Wednesday, February 18, 2009

The Downside of Twitter

I've written about my experiences with Twitter before. But I am considering whether I need to stop using it. The problem is too much Twitter -- I'm becoming depressed.

I only follow a small number of people (17 at this point) and most of them are interested in knowledge management. So there is a high signal-to-noise ratio -- most of the tweets are interesting and/or intriguing. But I am finding my mind is turning off. There are so many opinions about communities of practice, so many top ten lists, articles about what you need to know, etc. Either all the world's knowledge problems have been solved and I just need to read about it (if I had the time) or there are so many "answers" I am loathe to add to the pile.

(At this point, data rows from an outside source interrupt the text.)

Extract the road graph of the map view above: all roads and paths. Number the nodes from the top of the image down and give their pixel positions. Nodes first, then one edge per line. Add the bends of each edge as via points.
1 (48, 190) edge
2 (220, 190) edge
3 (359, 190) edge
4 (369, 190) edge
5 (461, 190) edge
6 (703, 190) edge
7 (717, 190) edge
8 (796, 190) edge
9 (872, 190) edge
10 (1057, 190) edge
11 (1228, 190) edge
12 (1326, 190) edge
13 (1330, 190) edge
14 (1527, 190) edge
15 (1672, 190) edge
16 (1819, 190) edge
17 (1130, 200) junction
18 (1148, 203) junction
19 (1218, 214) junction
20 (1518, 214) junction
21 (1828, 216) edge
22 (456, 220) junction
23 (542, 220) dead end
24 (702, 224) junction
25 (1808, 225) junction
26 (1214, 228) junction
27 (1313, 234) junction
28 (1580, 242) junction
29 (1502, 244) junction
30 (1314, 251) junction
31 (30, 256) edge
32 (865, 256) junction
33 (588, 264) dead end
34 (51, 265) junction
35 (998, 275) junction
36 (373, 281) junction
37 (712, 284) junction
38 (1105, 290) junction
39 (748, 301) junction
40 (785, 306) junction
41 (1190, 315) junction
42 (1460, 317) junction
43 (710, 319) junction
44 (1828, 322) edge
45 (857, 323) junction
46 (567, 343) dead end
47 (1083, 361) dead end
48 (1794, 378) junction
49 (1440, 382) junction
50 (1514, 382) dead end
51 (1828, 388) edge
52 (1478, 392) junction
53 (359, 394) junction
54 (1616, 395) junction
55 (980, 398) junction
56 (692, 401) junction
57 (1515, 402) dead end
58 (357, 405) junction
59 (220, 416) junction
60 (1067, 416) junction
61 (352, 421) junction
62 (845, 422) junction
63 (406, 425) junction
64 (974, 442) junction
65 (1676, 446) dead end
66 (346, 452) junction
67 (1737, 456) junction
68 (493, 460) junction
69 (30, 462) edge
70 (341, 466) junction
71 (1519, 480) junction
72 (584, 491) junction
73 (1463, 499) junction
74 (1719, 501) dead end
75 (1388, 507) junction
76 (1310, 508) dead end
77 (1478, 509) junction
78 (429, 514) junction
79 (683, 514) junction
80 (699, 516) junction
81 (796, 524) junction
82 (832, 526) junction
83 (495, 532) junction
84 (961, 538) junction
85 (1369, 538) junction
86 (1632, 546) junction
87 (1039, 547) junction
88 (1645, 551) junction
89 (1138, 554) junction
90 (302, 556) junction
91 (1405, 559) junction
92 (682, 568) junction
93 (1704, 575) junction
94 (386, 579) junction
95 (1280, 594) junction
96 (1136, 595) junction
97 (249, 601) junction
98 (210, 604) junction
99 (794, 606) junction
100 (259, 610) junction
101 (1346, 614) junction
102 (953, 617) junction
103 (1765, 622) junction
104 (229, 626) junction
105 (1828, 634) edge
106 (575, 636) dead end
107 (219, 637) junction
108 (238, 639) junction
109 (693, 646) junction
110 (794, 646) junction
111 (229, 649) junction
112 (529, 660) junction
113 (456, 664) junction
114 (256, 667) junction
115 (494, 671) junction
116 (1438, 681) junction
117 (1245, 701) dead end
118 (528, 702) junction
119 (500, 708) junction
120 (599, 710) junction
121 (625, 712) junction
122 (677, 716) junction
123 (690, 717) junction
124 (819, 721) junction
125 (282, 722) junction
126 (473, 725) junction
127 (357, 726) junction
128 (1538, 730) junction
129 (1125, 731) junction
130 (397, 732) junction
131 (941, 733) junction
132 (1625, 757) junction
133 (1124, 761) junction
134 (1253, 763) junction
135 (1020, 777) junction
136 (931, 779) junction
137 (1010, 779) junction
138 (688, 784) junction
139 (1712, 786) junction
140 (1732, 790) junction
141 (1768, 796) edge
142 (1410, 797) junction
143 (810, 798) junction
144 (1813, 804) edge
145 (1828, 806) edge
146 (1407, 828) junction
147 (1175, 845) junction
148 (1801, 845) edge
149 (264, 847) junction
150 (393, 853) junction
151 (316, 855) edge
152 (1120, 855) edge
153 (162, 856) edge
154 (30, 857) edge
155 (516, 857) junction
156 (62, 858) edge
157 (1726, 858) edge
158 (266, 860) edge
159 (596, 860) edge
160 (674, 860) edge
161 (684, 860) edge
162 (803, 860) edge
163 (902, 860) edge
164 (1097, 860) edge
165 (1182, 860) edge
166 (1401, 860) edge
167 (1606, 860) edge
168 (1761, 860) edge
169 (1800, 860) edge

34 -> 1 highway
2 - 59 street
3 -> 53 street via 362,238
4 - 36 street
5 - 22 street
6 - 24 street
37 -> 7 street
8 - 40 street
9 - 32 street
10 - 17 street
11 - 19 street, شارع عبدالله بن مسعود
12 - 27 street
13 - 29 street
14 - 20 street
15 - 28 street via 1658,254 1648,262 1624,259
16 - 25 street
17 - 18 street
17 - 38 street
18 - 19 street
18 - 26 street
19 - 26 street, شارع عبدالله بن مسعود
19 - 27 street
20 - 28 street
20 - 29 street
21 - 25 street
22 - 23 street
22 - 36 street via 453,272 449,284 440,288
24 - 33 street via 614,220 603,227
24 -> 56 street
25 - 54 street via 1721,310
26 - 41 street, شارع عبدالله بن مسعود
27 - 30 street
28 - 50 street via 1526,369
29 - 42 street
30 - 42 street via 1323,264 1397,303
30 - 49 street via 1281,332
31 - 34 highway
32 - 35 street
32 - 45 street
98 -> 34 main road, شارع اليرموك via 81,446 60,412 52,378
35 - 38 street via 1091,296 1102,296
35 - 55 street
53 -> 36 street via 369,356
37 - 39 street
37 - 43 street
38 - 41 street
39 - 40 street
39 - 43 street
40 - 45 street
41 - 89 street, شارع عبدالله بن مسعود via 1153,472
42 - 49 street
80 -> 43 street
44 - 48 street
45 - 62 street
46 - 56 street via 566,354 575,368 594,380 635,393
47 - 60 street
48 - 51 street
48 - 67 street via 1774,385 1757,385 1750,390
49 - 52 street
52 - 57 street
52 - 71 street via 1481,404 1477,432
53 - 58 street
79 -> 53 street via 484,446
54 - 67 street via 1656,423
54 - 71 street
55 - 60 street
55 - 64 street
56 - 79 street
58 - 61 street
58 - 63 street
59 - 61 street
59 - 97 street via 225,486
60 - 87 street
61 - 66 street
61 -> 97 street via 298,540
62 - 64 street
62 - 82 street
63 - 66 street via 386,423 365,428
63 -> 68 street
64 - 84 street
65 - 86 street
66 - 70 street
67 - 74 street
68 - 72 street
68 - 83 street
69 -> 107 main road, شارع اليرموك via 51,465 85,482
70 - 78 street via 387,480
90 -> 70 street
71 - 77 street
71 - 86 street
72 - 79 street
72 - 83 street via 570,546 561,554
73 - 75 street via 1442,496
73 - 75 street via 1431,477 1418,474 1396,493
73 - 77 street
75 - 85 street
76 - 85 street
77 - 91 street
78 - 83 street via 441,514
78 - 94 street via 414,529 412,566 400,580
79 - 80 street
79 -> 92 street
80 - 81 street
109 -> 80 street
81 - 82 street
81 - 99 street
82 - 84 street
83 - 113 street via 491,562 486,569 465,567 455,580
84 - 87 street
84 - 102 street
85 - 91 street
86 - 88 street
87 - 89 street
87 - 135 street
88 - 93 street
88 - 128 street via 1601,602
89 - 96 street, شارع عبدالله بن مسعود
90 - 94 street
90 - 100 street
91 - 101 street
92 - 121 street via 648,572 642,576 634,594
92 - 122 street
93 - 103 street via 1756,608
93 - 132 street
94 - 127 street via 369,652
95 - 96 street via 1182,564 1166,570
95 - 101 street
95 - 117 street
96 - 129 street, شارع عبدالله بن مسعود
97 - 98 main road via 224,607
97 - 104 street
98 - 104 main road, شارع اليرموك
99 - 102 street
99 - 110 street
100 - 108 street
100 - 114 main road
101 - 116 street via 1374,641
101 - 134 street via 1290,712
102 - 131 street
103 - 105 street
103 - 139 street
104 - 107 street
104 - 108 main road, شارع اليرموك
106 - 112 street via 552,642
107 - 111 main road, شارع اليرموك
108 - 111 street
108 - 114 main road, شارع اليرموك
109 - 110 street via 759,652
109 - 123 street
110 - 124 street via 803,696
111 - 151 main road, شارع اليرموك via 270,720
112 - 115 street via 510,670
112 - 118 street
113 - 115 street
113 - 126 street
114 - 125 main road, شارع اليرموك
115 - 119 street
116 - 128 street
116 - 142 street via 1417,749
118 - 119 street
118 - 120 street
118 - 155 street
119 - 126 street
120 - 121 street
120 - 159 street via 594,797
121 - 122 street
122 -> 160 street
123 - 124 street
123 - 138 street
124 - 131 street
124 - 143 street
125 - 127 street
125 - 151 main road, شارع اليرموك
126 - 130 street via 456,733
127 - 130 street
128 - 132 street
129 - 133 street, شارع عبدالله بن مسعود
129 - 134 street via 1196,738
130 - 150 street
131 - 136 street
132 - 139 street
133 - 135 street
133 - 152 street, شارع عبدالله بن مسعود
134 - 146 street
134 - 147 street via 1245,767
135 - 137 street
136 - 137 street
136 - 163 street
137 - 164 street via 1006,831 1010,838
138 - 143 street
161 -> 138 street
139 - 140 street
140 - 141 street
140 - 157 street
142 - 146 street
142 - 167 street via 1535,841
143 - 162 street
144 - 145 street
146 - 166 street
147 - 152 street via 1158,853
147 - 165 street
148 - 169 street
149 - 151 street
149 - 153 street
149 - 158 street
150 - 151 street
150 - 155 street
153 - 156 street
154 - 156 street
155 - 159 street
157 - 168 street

I hate to say this because most of the people I follow (and those they retweet) are friends of mine -- or where I don't know them personally, they are people I like to think of as friends. They aren't pretentious know-it-all types. And individually their tweets don't give that impression either. But taken together, they are simply overwhelming.

Now, it seems I have three options:

  1. I can stop using Twitter. I would feel no guilt about this and it would stop the influx, but it would also negate all the benefits of the service as well.
  2. I can rethink my choice of who to follow. Perhaps I shouldn't be following knowledge management devotees. Perhaps, rather than feeding (and overloading) my primary interests, I should follow alternate topics where I would be less concerned about missing things and happy to learn whatever comes my way.
  3. I could follow more people. Although this sounds illogical, it is possible I am following too few people too closely. If I increase the volume (and the variety) my Twitter stream would become more of a river that I occasionally step into, rather than a stream I attempt to follow diligently.

However, the real problem may be that I have nothing to say right now. This is not uncommon. I go through spurts of writing emails, blog entries, phone calls when I get excited about things. But then will often fall silent for weeks at a time as I get down to the hard work of getting things done. The problem is that the Twitter stream doesn't stop when I shift modality to get-things-done mode, at which point the stream -- no matter how interesting -- becomes an annoyance.

To test this theory (and as part of my ongoing education in what makes Twitter users tick) I did some analysis of the tweets of those I follow. My feeling was that I was receiving an unduly large number of references to outside content -- links to blogs, websites etc -- that significantly increased the "weight" of the stream because many of the 140 character messages actually pointed to 2-3 pages of serious content. Far more than I could possibly keep track of.

And sure enough, there were a significant number of outbound links (43%). However, not as many as I suspected. 55% of the tweets were still what could be called "new content" in the stream (no linking or retweeting). However, when compared to the stream of another user who uses Twitter primarily for personal exchanges, the difference is visible.


So, what to do? For now I think I have to accept that I am a "binge" user of Twitter. This may not be a terribly good social behavior for a system that is "always on" (unlike other technologies that are "as needed" point-to-point, such as email or traditional collaboration tools like bulletin boards). But I may not be so unique among the many different usage patterns that is developing around Twitter.

1 comment:

Stan Garfield said...

Andrew,

I had similar concerns about not being able to keep up with all of the tweets of the people I follow. Here is my approach.

Using Twitter Search RSS feeds, I have defined searches for the following terms:
* My Twitter ID
* #KM
* "knowledge management"
* "communities of practice"

Using the approach described in
Following people in Twitter through RSS I also have an RSS feed for my friends timeline. This does not actually capture all tweets, but instead is a limited sample of them. In this way, I am able to get a sense of what is going on without trying to read all tweets.

So far, this seems to work. I am able to monitor all tweets on topics of specific interest to me or which mention me, and sample other tweets of the people I follow.

I use Feed My Inbox for reading my RSS feeds through email.